Brief – Of the entries below, copy only those lines that contain the word "routing".

Given data –
*** Begin section ***
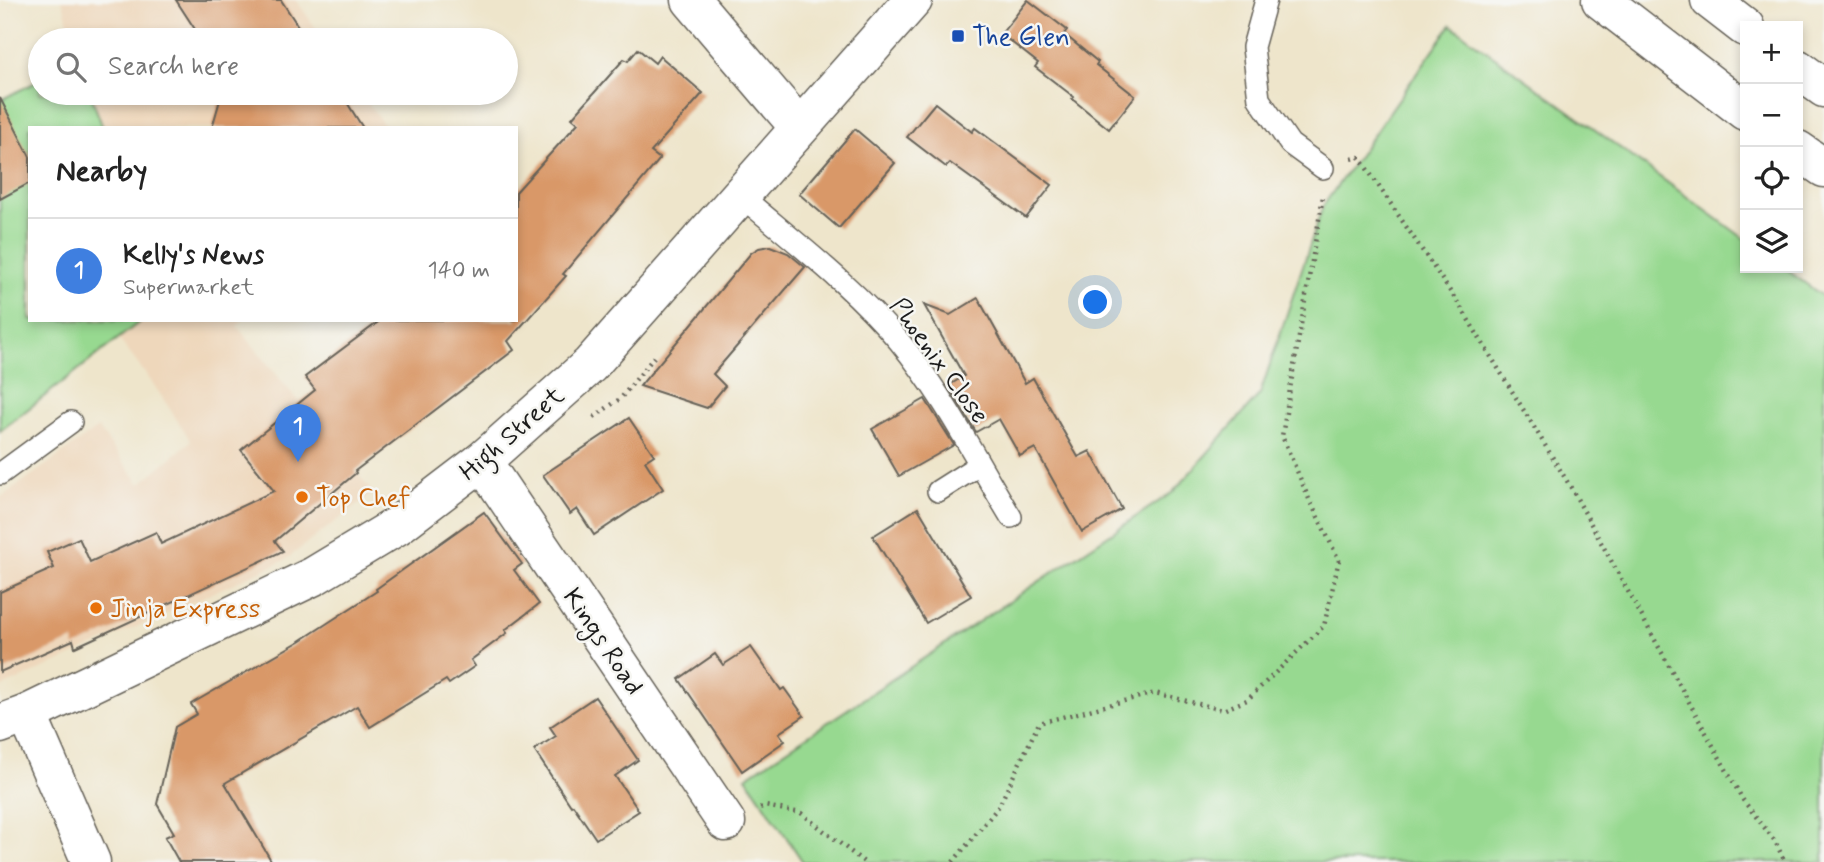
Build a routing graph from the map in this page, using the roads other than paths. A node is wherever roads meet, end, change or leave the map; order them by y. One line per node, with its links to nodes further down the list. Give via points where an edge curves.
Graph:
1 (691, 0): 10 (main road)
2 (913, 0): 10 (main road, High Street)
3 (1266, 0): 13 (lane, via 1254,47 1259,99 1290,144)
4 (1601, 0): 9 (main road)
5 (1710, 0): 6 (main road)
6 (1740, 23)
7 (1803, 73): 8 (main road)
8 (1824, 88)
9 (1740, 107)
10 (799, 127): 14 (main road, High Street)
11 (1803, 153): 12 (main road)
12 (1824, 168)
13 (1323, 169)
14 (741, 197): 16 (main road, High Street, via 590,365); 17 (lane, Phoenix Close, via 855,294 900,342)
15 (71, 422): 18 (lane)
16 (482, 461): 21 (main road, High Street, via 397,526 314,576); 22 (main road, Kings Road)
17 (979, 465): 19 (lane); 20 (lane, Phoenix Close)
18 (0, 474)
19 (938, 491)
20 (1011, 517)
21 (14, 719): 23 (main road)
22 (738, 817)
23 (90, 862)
*** End section ***
*** Begin section ***
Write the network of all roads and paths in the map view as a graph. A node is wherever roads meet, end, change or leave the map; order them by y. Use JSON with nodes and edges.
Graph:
*** End section ***
*** Begin section ***
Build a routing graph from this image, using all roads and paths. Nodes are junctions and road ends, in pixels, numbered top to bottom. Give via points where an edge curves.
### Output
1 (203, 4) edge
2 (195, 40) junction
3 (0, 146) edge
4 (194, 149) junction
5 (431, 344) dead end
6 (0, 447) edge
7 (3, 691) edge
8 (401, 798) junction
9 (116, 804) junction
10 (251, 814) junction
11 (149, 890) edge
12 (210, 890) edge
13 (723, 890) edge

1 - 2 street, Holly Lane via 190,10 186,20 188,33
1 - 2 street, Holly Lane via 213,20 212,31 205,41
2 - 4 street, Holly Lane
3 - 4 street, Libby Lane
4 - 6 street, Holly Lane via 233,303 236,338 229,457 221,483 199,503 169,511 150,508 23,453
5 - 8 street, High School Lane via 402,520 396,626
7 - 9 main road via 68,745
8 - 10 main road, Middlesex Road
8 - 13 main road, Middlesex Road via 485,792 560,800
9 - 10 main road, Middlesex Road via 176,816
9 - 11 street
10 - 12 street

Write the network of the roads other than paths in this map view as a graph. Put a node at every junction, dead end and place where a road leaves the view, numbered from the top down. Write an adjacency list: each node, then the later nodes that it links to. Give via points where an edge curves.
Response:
*** End section ***
Expected answer –
Build a routing graph from the map in this page, using the roads other than paths. A node is wherever roads meet, end, change or leave the map; order them by y. One line per node, with its links to nodes further down the list. Give via points where an edge curves.
Build a routing graph from this image, using all roads and paths. Nodes are junctions and road ends, in pixels, numbered top to bottom. Give via points where an edge curves.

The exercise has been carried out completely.